EXERCISE DESCRIPTION: Write out all of the entries, matching the original exactly.

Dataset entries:

>>>

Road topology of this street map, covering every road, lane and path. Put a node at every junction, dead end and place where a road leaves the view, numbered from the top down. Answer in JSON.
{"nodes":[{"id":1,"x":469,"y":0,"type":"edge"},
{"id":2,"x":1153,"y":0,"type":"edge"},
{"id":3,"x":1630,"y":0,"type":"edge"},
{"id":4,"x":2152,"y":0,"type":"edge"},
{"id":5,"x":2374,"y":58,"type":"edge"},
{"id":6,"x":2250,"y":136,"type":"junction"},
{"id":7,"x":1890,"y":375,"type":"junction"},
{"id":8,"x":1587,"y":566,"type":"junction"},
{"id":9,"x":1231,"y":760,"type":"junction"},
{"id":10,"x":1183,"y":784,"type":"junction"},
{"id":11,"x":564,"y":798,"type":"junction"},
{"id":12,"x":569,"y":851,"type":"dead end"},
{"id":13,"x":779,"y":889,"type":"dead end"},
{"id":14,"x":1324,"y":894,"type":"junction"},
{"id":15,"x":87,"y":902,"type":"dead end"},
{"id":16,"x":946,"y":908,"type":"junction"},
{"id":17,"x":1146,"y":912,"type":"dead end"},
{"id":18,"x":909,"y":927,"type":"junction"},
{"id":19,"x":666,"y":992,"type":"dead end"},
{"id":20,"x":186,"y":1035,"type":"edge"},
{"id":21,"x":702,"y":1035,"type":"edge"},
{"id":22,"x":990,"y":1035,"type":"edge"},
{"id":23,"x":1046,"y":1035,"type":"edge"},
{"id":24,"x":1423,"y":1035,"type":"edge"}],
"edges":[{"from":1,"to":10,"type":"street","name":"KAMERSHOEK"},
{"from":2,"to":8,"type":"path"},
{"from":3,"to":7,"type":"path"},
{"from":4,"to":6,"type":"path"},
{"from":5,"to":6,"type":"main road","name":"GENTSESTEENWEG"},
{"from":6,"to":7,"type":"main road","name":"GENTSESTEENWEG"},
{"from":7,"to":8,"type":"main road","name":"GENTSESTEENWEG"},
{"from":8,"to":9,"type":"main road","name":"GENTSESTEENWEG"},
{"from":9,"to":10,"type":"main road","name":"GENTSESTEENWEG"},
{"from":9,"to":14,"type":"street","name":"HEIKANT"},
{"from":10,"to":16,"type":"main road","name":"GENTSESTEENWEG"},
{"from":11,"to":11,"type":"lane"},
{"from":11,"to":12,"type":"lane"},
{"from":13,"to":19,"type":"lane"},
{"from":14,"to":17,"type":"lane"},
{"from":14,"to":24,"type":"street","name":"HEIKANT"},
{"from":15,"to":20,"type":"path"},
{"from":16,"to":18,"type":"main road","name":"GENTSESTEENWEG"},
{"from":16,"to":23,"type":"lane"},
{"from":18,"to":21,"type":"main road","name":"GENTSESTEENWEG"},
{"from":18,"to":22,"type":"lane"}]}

<<<

RESULT OF THIS TASK:
Road topology of this street map, covering every road, lane and path. Put a node at every junction, dead end and place where a road leaves the view, numbered from the top down. Answer in JSON.
{"nodes":[{"id":1,"x":469,"y":0,"type":"edge"},
{"id":2,"x":1153,"y":0,"type":"edge"},
{"id":3,"x":1630,"y":0,"type":"edge"},
{"id":4,"x":2152,"y":0,"type":"edge"},
{"id":5,"x":2374,"y":58,"type":"edge"},
{"id":6,"x":2250,"y":136,"type":"junction"},
{"id":7,"x":1890,"y":375,"type":"junction"},
{"id":8,"x":1587,"y":566,"type":"junction"},
{"id":9,"x":1231,"y":760,"type":"junction"},
{"id":10,"x":1183,"y":784,"type":"junction"},
{"id":11,"x":564,"y":798,"type":"junction"},
{"id":12,"x":569,"y":851,"type":"dead end"},
{"id":13,"x":779,"y":889,"type":"dead end"},
{"id":14,"x":1324,"y":894,"type":"junction"},
{"id":15,"x":87,"y":902,"type":"dead end"},
{"id":16,"x":946,"y":908,"type":"junction"},
{"id":17,"x":1146,"y":912,"type":"dead end"},
{"id":18,"x":909,"y":927,"type":"junction"},
{"id":19,"x":666,"y":992,"type":"dead end"},
{"id":20,"x":186,"y":1035,"type":"edge"},
{"id":21,"x":702,"y":1035,"type":"edge"},
{"id":22,"x":990,"y":1035,"type":"edge"},
{"id":23,"x":1046,"y":1035,"type":"edge"},
{"id":24,"x":1423,"y":1035,"type":"edge"}],
"edges":[{"from":1,"to":10,"type":"street","name":"KAMERSHOEK"},
{"from":2,"to":8,"type":"path"},
{"from":3,"to":7,"type":"path"},
{"from":4,"to":6,"type":"path"},
{"from":5,"to":6,"type":"main road","name":"GENTSESTEENWEG"},
{"from":6,"to":7,"type":"main road","name":"GENTSESTEENWEG"},
{"from":7,"to":8,"type":"main road","name":"GENTSESTEENWEG"},
{"from":8,"to":9,"type":"main road","name":"GENTSESTEENWEG"},
{"from":9,"to":10,"type":"main road","name":"GENTSESTEENWEG"},
{"from":9,"to":14,"type":"street","name":"HEIKANT"},
{"from":10,"to":16,"type":"main road","name":"GENTSESTEENWEG"},
{"from":11,"to":11,"type":"lane"},
{"from":11,"to":12,"type":"lane"},
{"from":13,"to":19,"type":"lane"},
{"from":14,"to":17,"type":"lane"},
{"from":14,"to":24,"type":"street","name":"HEIKANT"},
{"from":15,"to":20,"type":"path"},
{"from":16,"to":18,"type":"main road","name":"GENTSESTEENWEG"},
{"from":16,"to":23,"type":"lane"},
{"from":18,"to":21,"type":"main road","name":"GENTSESTEENWEG"},
{"from":18,"to":22,"type":"lane"}]}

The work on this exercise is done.